Burmeister ©Christoph T. Burmeister

Burmeister, Christoph T.: Das Problem Kind. Ein Beitrag zur Genealogie moderner Subjektivierung. 

Kind und Kindheit sind in unserer westlich-modernen Kultur etwas selbstverständliches, quasi-natürliches, gerade so, als hätte es sie – und entsprechend die mit ihnen verbundenen Institutionen, Wahrnehmungen und Emotionen – immer gegeben. Doch Kind und Kindheit sind historisch, und ihr historisches Werden, dies zeigt die Studie, ist keine bloße Ableitung eigentlich entscheidender Prozesse, kein kindlicher Nebeneffekt erwachsener Politiken.
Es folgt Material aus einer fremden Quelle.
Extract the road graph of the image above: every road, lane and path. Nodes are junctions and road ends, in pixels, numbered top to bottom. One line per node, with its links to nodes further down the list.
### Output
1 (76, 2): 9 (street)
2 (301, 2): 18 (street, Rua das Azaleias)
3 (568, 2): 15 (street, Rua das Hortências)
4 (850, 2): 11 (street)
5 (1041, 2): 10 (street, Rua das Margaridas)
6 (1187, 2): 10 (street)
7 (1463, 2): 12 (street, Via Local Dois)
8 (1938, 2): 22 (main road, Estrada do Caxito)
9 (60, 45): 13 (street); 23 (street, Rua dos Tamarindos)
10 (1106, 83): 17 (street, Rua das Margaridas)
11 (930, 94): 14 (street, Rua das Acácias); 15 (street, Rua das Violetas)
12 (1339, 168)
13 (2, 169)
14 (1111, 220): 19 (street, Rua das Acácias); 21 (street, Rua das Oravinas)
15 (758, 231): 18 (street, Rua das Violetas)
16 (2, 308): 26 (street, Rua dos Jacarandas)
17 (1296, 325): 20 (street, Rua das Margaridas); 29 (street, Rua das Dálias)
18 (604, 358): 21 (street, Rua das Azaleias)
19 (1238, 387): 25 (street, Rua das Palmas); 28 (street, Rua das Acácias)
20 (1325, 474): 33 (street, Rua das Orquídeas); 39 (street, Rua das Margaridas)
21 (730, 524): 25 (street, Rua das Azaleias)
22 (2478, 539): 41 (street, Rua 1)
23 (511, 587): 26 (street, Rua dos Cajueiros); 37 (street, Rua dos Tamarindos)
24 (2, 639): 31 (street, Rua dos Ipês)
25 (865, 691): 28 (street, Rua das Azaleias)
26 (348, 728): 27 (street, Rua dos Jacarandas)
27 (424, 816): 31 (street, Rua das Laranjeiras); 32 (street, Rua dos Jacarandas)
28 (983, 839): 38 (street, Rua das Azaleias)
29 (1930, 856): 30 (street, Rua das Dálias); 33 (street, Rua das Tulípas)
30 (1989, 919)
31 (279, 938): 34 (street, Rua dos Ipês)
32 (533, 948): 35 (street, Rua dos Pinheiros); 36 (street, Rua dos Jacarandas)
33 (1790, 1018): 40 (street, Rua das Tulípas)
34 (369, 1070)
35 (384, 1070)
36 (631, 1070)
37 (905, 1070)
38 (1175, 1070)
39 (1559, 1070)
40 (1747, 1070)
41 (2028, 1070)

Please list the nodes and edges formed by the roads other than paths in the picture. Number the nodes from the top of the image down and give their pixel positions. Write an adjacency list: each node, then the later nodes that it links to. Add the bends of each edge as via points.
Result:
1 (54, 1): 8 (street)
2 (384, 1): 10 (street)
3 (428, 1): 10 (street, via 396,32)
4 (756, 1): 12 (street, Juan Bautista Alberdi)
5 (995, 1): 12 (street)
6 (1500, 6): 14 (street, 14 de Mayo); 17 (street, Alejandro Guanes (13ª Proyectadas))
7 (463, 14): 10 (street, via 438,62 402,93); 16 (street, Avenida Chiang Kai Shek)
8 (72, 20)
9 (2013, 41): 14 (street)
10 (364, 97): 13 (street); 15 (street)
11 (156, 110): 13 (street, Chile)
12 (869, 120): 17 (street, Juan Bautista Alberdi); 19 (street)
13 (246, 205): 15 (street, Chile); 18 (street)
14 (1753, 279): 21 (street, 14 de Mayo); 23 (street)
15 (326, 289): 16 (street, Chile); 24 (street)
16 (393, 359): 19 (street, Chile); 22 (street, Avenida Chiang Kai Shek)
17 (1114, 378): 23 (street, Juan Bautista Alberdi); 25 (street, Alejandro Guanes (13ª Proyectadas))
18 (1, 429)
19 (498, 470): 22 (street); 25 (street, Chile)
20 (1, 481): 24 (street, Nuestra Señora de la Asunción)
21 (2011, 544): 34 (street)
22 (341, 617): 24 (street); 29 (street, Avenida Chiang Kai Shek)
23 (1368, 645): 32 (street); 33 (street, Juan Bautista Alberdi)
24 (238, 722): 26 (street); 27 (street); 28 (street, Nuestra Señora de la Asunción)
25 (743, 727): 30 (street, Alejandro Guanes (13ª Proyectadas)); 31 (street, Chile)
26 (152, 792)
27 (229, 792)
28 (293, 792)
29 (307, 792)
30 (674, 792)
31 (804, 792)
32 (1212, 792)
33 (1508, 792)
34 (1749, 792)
Vielmehr ist es konstituierend für moderne Formen der Vergesellschaftung. Diese These vertrete ich mittels einer eigens entwickelten historisch-relationalen Soziologie des Problem Kind: Analytisch fragt sie nach Problematisierungen des Subjekts als Kind sowie nach Problematisierungen, die am, um und durch das Subjekt/Objekt Kind vollzogen werden; diagnostisch spannt sie einen zeitlichen Bogen vom frühen 15. bis ins 21. Jahrhundert, um die konstituierende Relevanz des Problem Kind für Individuum, Familienzelle, Sozialstaat sowie das weite Feld psychiatrisch-psychologisch-therapeutischer Techniken aufzuzeigen. Im Herbst 2021 erscheint die Studie im Velbrück Verlag.